Perso, j’ai toujours eu tendance à penser que la femme était la version la plus aboutie de l’être humain, puisque justement elle « engendre », l’homme n’étant qu’une espèce de sous-produit contributeur, accessoire qui complète la combinaison permettant à la femme de porter à terme une des « cellules de vie » (ovules, quoi) qu’elle est capable de produire. C’est le gamète du mâle qui décide si le bébé sera un garçon ou une fille: et alors? On sait depuis longtemps que ce n’est pas le sperme qui contient l’intelligence, la forme et toutes les qualités de l’enfant (sinon on aurait sûrement des gels douche ou des boissons énergétiques au sperme… beuh). C’est la femme qui dispose du pouvoir de créer des copies d’elle-même, issues et nourries de son organisme, la semence n’étant qu’un apport du premier jour de la grossesse, aisément substituable par celle d’un autre.
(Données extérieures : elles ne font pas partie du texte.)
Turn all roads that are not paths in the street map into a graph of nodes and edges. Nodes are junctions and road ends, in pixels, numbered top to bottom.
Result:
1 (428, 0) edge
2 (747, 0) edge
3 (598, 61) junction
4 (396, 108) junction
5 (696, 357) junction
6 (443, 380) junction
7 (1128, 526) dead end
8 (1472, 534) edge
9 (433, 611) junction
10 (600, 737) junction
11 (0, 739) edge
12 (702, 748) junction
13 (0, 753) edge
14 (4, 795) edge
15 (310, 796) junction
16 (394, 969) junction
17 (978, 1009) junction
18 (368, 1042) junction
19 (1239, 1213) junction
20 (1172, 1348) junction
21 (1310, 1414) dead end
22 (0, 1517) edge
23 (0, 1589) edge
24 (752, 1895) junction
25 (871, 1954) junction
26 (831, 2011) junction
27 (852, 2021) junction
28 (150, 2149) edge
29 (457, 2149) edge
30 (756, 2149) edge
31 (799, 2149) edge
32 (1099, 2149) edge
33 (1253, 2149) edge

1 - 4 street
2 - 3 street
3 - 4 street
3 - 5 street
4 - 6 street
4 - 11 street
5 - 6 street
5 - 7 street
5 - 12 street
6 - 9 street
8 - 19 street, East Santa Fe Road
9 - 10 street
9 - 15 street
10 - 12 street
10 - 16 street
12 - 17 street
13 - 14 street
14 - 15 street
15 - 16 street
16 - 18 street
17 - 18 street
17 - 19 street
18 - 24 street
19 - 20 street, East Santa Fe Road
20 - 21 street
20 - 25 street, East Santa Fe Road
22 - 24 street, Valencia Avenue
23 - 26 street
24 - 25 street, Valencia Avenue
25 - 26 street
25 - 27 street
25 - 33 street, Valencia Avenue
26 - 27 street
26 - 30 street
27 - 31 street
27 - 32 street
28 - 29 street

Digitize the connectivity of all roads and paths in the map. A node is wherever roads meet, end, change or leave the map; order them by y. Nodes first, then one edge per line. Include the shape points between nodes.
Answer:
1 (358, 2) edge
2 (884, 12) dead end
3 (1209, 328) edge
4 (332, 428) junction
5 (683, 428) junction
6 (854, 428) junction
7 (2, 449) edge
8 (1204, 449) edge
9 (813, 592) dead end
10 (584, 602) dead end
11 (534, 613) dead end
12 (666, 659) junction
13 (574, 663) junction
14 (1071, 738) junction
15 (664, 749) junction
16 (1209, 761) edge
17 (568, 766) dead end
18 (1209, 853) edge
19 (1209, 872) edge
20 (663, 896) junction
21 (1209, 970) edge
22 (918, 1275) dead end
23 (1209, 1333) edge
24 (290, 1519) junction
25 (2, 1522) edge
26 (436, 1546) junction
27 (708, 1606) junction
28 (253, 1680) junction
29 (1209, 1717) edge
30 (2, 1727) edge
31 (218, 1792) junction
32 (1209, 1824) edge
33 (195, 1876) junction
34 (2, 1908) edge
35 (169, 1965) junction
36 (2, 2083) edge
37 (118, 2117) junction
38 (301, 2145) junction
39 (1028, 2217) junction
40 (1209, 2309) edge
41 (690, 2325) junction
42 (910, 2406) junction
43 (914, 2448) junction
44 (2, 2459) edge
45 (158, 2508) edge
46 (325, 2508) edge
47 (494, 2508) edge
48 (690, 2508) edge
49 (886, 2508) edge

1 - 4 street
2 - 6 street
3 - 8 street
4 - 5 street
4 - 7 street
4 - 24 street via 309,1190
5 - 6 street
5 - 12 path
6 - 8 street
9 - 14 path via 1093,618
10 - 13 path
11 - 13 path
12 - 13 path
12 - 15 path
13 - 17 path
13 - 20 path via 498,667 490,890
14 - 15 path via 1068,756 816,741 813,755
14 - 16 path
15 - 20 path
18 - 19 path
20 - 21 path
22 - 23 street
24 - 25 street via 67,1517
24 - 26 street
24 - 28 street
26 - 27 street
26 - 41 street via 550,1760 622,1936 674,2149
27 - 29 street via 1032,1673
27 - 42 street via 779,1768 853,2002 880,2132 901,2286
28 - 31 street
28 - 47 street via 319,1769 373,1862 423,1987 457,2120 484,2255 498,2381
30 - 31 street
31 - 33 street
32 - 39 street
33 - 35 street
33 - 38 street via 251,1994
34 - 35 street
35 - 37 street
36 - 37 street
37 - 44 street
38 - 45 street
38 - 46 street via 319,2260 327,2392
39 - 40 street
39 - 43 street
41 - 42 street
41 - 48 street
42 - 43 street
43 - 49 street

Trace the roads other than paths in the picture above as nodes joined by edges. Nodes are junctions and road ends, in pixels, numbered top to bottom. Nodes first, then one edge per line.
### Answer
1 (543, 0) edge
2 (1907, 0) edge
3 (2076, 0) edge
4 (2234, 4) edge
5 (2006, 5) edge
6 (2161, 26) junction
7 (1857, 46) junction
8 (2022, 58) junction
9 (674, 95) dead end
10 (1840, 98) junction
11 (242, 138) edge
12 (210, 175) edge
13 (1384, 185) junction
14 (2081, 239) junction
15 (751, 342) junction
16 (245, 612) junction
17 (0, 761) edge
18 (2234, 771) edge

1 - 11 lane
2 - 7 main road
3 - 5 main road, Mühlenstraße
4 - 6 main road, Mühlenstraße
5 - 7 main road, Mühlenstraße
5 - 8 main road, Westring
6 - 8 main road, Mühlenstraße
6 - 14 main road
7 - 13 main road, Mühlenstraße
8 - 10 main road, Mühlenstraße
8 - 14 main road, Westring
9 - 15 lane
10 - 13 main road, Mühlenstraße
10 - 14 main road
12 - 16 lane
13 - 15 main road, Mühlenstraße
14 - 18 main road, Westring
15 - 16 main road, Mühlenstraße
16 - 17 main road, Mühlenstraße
Dès lors, ce serait plutôt les hommes qui devraient être une monnaie d’échange depuis la nuit des temps. Vous imaginez, uniquement des magazines de charme avec des hommes, des femmes hétérosexuelles qui seraient excitées par deux hommes se roulant des pelles dans une baignoire mousseuse??… Je suis sûr que cela découlerait plus ou moins directement d’une vision des sexes valorisant la femme. L’homme serait objet si la femme ne l’était pas. Tant que sexe = désir, pas moyen de passer à côté de la « chosification » d’un des deux sexes (celui qu’on désire). Peut-on alors espérer, comme notre Président le souhaite en nous promettant l’égalité salariale homme-femme pour 2009 (quel pro du résultat et de la projection, quand même, c’est bizarre que tant de pragmatisme et de culture du résultat n’inquiète personne), une égalité des sexes de fait ? Je suis un pessimiste dans l’âme, et je me permets, humblement de mon petit coin de blog, d’en douter…

14 réflexions au sujet de « Dominatrix et Dominator »

  1. c’est drôle que tu veuilles que l’égalité hommes/femmes passent par une retranscription à l’inverse de fantasmes purement masculins. (deux hommes qui se roulent des pelles dans la mousse, ça me fait pas kiffer particulièrement !)

    Je ne crois pas que l’égalité en valeur absolue (si ce n’est pour des choses marchandes comme le salaire) soit bénéfique et souhaitable.
    L’égalité ne pourrait être atteint selon moi, que dans l’acceptation de la différence. Hommes et femmes n’ont pas forcèment les mêmes modes de fonctionnement, mais les femmes entre elles ne fonctionnent pas non plus comme un bloc indivisible.

    Le jour, où une femme pourra vivre sa vie comme elle l’attend sans jugement de valeur de la part des hommes mais aussi des femmes (ce sont les mères qui inculquent le plus souvent le sentiment d’infériorité à leurs filles et qui pratiquent l’exitition ou toutes sortes de « traditions ») et que l’on ne tentera plus de « changer » ou de « cacher » le côté féminin, alors là, pour moi, on arrivera à une question d’égalité.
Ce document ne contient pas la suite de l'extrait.